Having both been given life sentences in 1969 for crimes including murder, robberies and arson, the twins have understandably attracted much notoriety for their actions. John Pearson, author of The Profession of Violence, a biography of the twins which Legend was adapted from, once wrote that the word Kray is an “accepted shorthand for the quintessential British gangster.” Legend’s tagline is “Brothers. Gangsters. Icons,” which makes clear the film’s intent to glamorise the twins and their violent actions.

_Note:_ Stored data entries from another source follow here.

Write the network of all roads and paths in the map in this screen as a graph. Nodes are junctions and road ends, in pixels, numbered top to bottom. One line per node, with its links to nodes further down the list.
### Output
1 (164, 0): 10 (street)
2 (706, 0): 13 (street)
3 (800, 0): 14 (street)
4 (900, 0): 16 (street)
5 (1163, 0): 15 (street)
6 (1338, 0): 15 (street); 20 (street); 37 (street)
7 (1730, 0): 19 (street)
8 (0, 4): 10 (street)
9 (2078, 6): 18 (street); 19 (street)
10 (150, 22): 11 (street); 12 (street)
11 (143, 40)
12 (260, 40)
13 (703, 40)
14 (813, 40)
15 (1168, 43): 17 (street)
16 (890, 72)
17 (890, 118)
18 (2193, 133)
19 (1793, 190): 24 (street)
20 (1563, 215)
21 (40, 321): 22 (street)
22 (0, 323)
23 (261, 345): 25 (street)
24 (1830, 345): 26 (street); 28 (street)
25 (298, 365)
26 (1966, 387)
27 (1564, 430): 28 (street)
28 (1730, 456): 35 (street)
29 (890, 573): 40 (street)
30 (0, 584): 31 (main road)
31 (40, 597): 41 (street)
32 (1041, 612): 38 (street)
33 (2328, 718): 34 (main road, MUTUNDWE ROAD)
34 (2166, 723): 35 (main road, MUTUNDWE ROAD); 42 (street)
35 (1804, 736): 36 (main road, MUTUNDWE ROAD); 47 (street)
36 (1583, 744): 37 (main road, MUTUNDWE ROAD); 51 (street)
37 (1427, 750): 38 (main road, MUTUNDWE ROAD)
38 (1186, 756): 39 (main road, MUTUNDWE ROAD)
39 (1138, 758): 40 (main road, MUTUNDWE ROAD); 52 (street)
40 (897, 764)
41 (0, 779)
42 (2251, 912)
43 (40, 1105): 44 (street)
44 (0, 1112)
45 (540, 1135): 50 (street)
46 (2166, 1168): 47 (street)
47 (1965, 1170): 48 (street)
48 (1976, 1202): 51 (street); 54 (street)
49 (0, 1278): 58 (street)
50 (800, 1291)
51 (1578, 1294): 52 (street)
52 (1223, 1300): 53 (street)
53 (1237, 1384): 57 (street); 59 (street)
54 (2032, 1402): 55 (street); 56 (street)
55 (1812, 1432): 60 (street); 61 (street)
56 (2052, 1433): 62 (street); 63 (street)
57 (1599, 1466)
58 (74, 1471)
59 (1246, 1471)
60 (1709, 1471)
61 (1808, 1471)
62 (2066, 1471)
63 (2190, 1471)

This is supported by Brian Helgeland, the film’s director, who recently told the Guardian in an interview that the “Krays were glamorous guys” and that “they're the heroes of the film.”

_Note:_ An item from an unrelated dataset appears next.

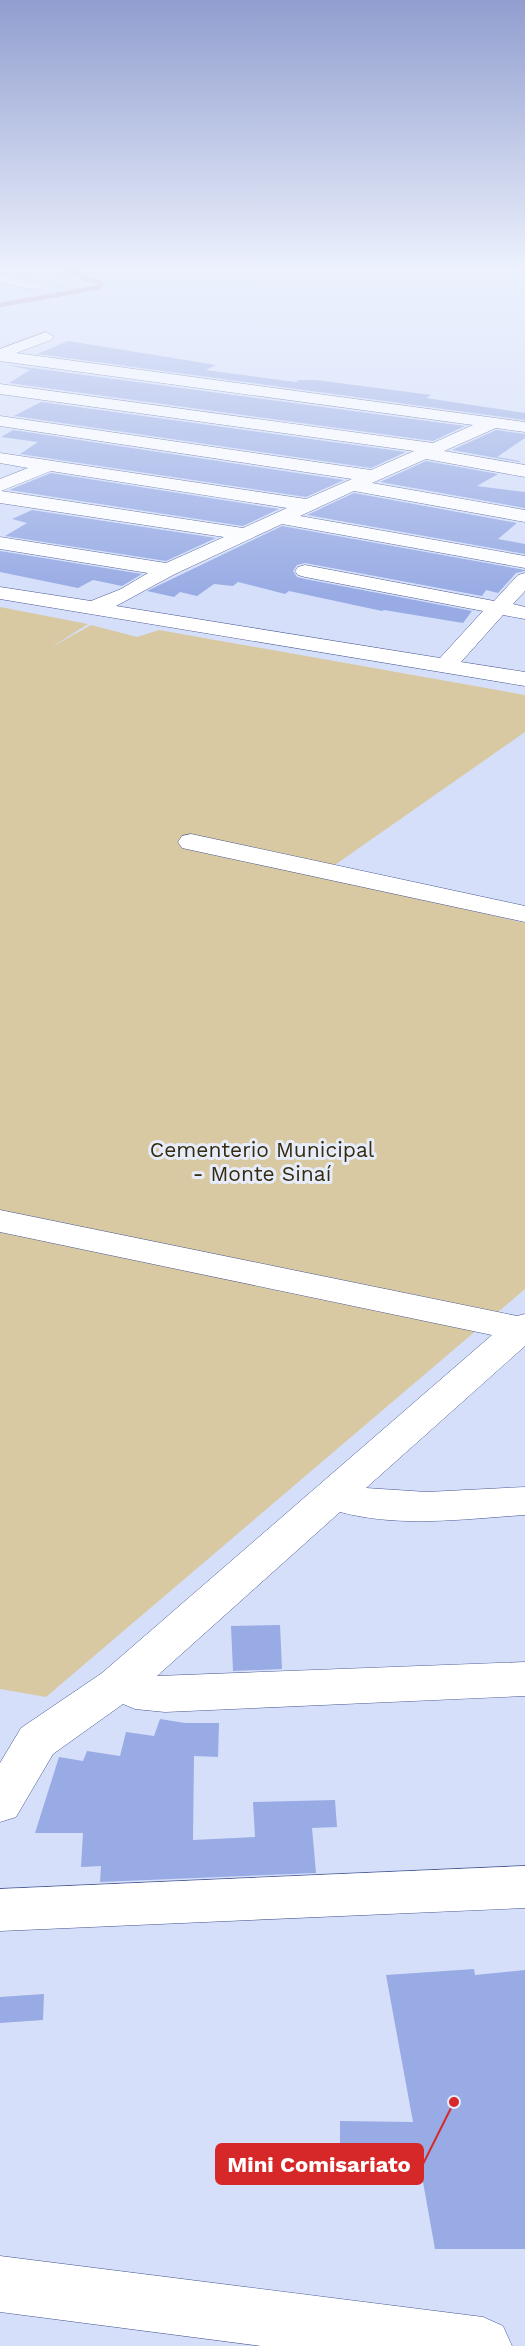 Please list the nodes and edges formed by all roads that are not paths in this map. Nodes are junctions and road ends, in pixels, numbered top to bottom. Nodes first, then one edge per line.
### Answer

However, Helgeland also argued that he “didn't invent the glamour that goes with them.” This reflects the description of the Krays from Mangold, who wrote that they “remained immutably Fifties” with “heavy dark suits” and “Windsor knotted ties.” They were famously photographed with a number of entertainers in their chain of nightclubs, including Frank Sinatra and Judy Garland, with Mangold recalling that the latter was “so full of life” while being “so close to death.” The glamorous lifestyle and appearance of the Krays, as displayed in Legend, sharply contrasts with “the fear inducing persona” of Ronnie Kray, as described by Jacky Hyams in her book Frances: The Tragic Bride. Hyams writes of the “complicated and scary situation” that Frances Shea, the young wife of Reggie, was put in. As Hyams puts it, the twins were “intense and possessive by nature” and Shea’s diary revealed Reggie’s kept a large array of weapons beside their bed.

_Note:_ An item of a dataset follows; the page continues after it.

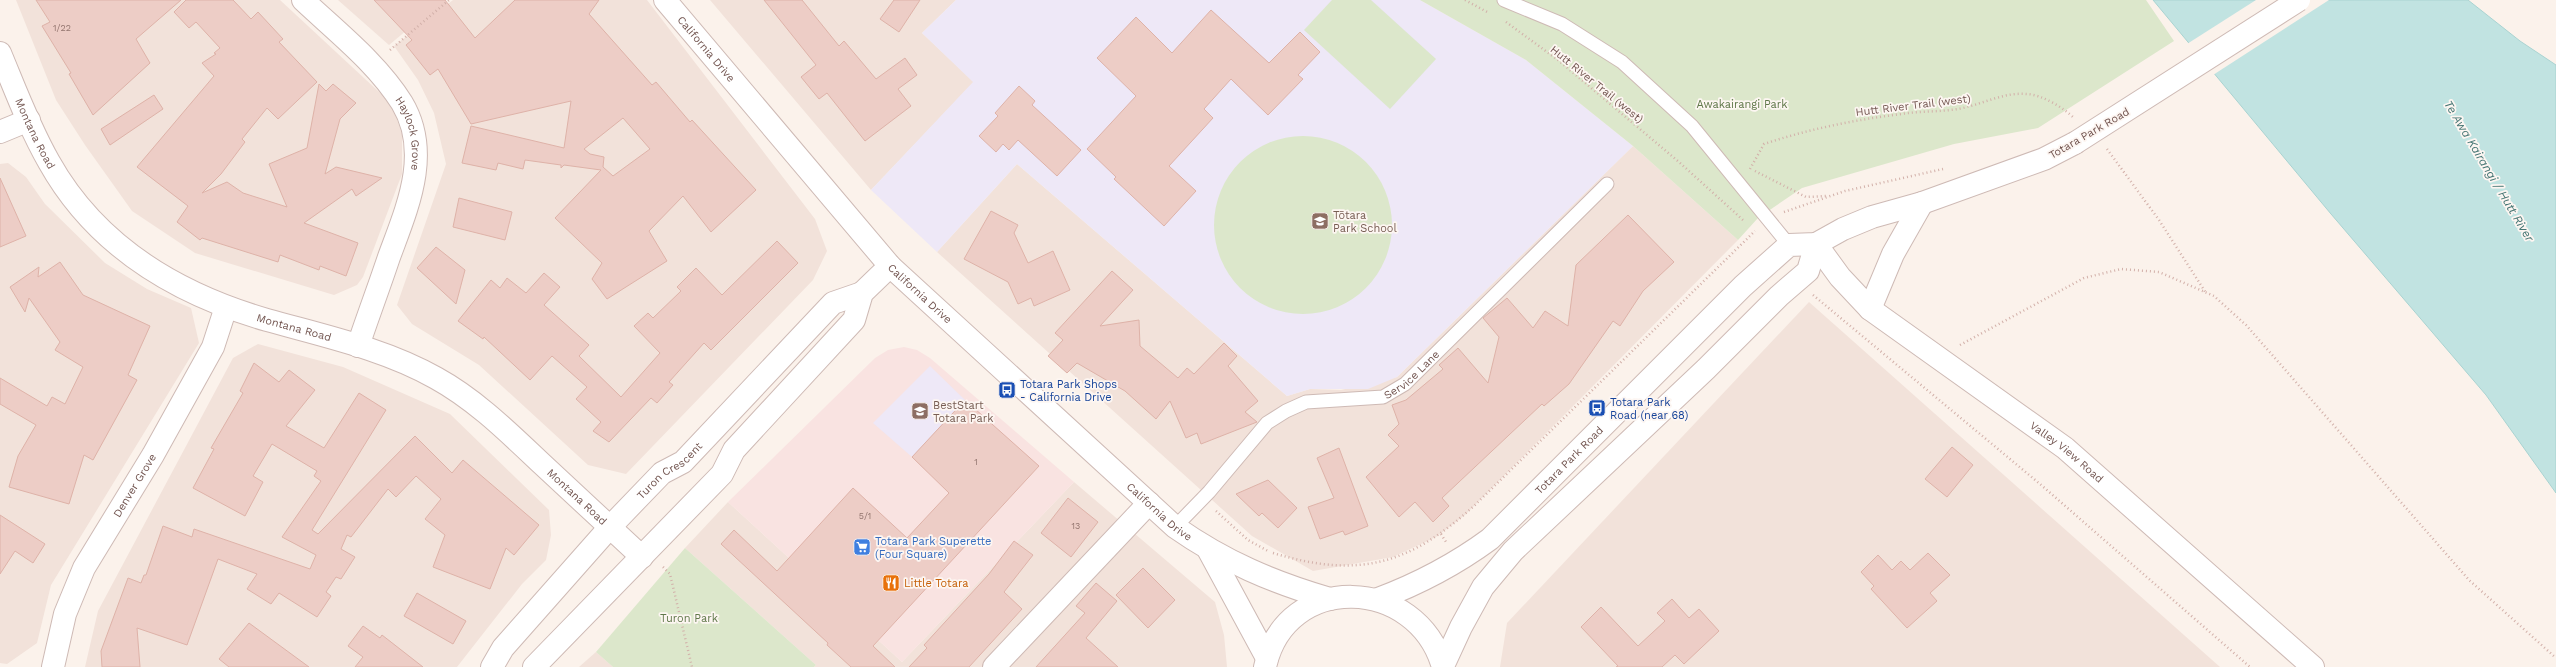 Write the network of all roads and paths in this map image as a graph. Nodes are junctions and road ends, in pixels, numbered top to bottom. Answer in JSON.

The wide ranging influence of the film industry, in particular Hollywood, has become a concern to some, with President Obama reflecting in a speech at Dreamworks Studios in 2013 that “when it comes to issues like gun violence, we’ve got to make sure that we’re not glorifying it.” Voicing the worries of many, his comments shed light on a wider issue. Legends such as the Kray twins and Jack the Ripper are being separated from their bloody, murderous histories. It is worrying that many who see Legend next month, won’t be aware that, according to Bradley Allardyce, a prison confidant of Reggie Kray, Ronnie forced Frances Shea to take the pills that led to her death. The concern is that romanticism may begin to shroud the truth and clarity behind these stories.